Als "bestechend kluge Bestandsaufnahme" wertet Georg Kasch in der Berliner Morgenpost (3.9.2011) die Inszenierung. "Übergangslos flitzt der schnelle, kurze, gedankensatte Abend zurück in den geistreichen Witz, liefert auf jedes Argument ein Gegenargument und sichert sich mit Theateranspielungen ordentlich ab." Die Verunsicherungsstrategien, mit denen der Abend operiere, seien zwar nicht ganz neu, funktionieren aus Kaschs Sich "aber dennoch hervorragend, weil die Schauspieler die Illusion, identisch mit ihren Rollen zu sein, in die Perfektion treiben. Und weil man ihnen einfach glauben möchte. Am Ende stehen Aussage gegen Aussage, Pro gegen Contra. Eine Entscheidung, ob und an was man glauben sollte, nimmt einem der Abend nicht ab. Aber allein die Diskussion ist den Gang in die Schaubühne unbedingt wert."

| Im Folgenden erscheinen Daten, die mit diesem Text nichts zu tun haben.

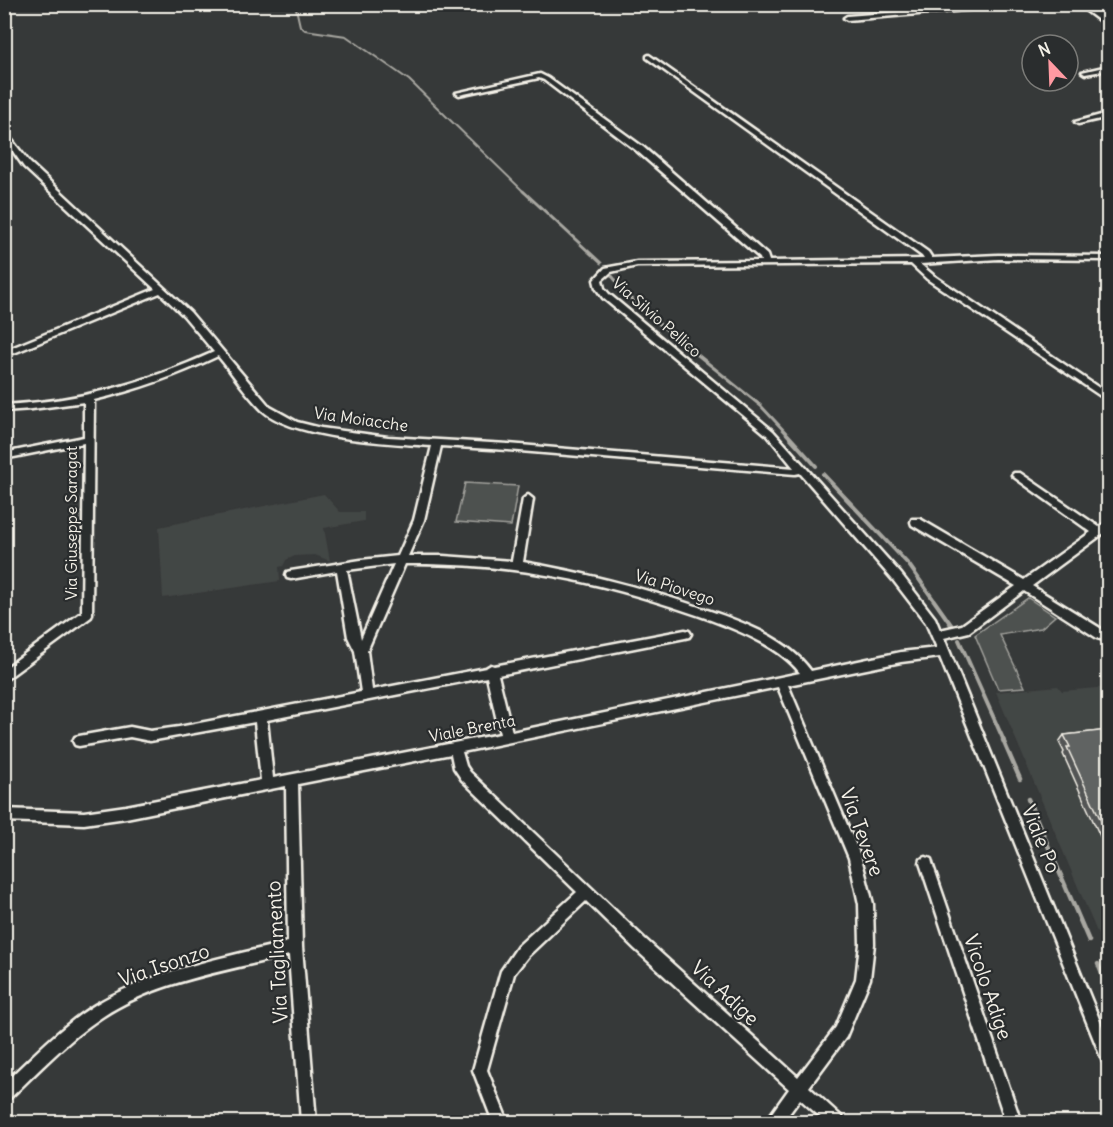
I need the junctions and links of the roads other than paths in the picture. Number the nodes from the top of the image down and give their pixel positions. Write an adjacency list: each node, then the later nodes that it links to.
1 (1035, 4): 3 (street)
2 (1081, 4): 4 (main road)
3 (847, 18)
4 (1108, 24)
5 (649, 57): 14 (street)
6 (1108, 68): 7 (street)
7 (1085, 72)
8 (459, 93): 15 (street)
9 (1108, 121): 10 (street)
10 (1078, 122)
11 (9, 140): 16 (street, Via Moiacche)
12 (1108, 258): 14 (street, Via Silvio Pellico)
13 (913, 262): 14 (street, Via Silvio Pellico); 15 (street, Via Silvio Pellico); 19 (street)
14 (930, 262)
15 (766, 264): 25 (street, Via Silvio Pellico)
16 (162, 290): 17 (street, Via Moiacche); 18 (street)
17 (218, 353): 20 (street); 23 (street, Via Moiacche)
18 (4, 354)
19 (1108, 398)
20 (89, 400): 21 (street); 22 (street, Via Giuseppe Saragat)
21 (4, 408)
22 (88, 439): 24 (street); 43 (street, Via Giuseppe Saragat)
23 (437, 443): 26 (street, Via Moiacche); 32 (street)
24 (4, 456)
25 (791, 459): 26 (street, Via Moiacche); 27 (street, Via Silvio Pellico)
26 (755, 468): 27 (street, Via Moiacche)
27 (800, 469): 38 (street, Viale Po)
28 (1017, 475): 31 (street)
29 (528, 499): 33 (street)
30 (916, 522): 36 (street)
31 (1103, 529): 36 (street)
32 (402, 560): 33 (street, Via Piovego); 34 (street, Via Piovego); 40 (street)
33 (517, 564): 44 (street, Via Piovego)
34 (342, 567): 35 (street, Via Piovego); 40 (street)
35 (291, 575)
36 (1024, 586): 38 (street); 39 (street)
37 (685, 634): 42 (street)
38 (938, 634): 41 (street, Viale Po)
39 (1108, 637)
40 (361, 651): 46 (street)
41 (945, 652): 44 (street, Viale Brenta); 57 (street, Viale Po)
42 (491, 670): 46 (street); 48 (street)
43 (4, 676)
44 (808, 676): 45 (street, Viale Brenta)
45 (781, 681): 48 (street, Viale Brenta); 58 (street, Via Tevere)
46 (367, 694): 47 (street)
47 (261, 718): 49 (street); 52 (street)
48 (507, 738): 50 (street, Viale Brenta)
49 (78, 741)
50 (455, 748): 51 (street, Viale Brenta); 55 (street, Via Adige)
51 (292, 780): 52 (street, Viale Brenta); 56 (street, Via Tagliamento)
52 (267, 784): 53 (street, Viale Brenta)
53 (4, 815)
54 (926, 863): 64 (street, Vicolo Adige)
55 (585, 892): 58 (street, Via Adige); 61 (street)
56 (295, 947): 59 (street, Via Isonzo); 60 (street, Via Tagliamento)
57 (1108, 1057)
58 (800, 1090): 62 (street, Via Tevere); 63 (street, Via Adige)
59 (4, 1094)
60 (309, 1122)
61 (500, 1122)
62 (774, 1122)
63 (837, 1122)
64 (1014, 1122)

"Muss ein aus deutschen und israelischen Schauspielern gemischtes Ensemble sich immer die Identitätsfrage stellen?", fragt Katrin Bettina Müller auf der Berlin-Kultur-Seite der taz (3.9.2011). "Könnten sie nicht einfach Lessing oder Shakespeare spielen? Das könnten sie vielleicht, aber Yael Ronen hat sich an der Schaubühne Berlin und am Habima National Theatre aus Tel Aviv genau diese Performer ausgesucht, weil sie Lust haben auf den Diskurs der Identität, auch gerade da, wo er peinlich wird. Wo sie aus ihrer Haut schlüpfen möchten, aber nicht können. Und weil man spürt, dass jeder einzelne der Mitspielenden sich haftbar macht für das Stück, rechnet man dies ihnen auch an."

In der Süddeutschen Zeitung (5.9.2011) schreibt Peter Laudenbach: Yael Ronen habe ihr Erfolgsrezept von "Die Dritte Generation" recycelt mit einem ähnlichen Ensemble, "nur mit sehr viel weniger Esprit". Von Anfang an rette sich "die Regie" ins "routinierte Witzeln". Die Scherze seien wenig originell – "von der Entdeckung der Bühnenfiguren, dass sie ja nur Bühnenfiguren sind, bis zum Publikums- Fragebogen, der klären soll, welche Religion zu wem passen könnte" Zusammengehalten werde das "Nummernkabarett" davon, dass sich "der Slapstick-Hippie (komisch: Niels Bormann) nach einem Stromschlag für den neuen Erlöser hält". Der Abend erreiche "knapp das Reflektions-, Erkenntnis- und Unterhaltungsniveau einer besseren Sendung von Harald Schmidt".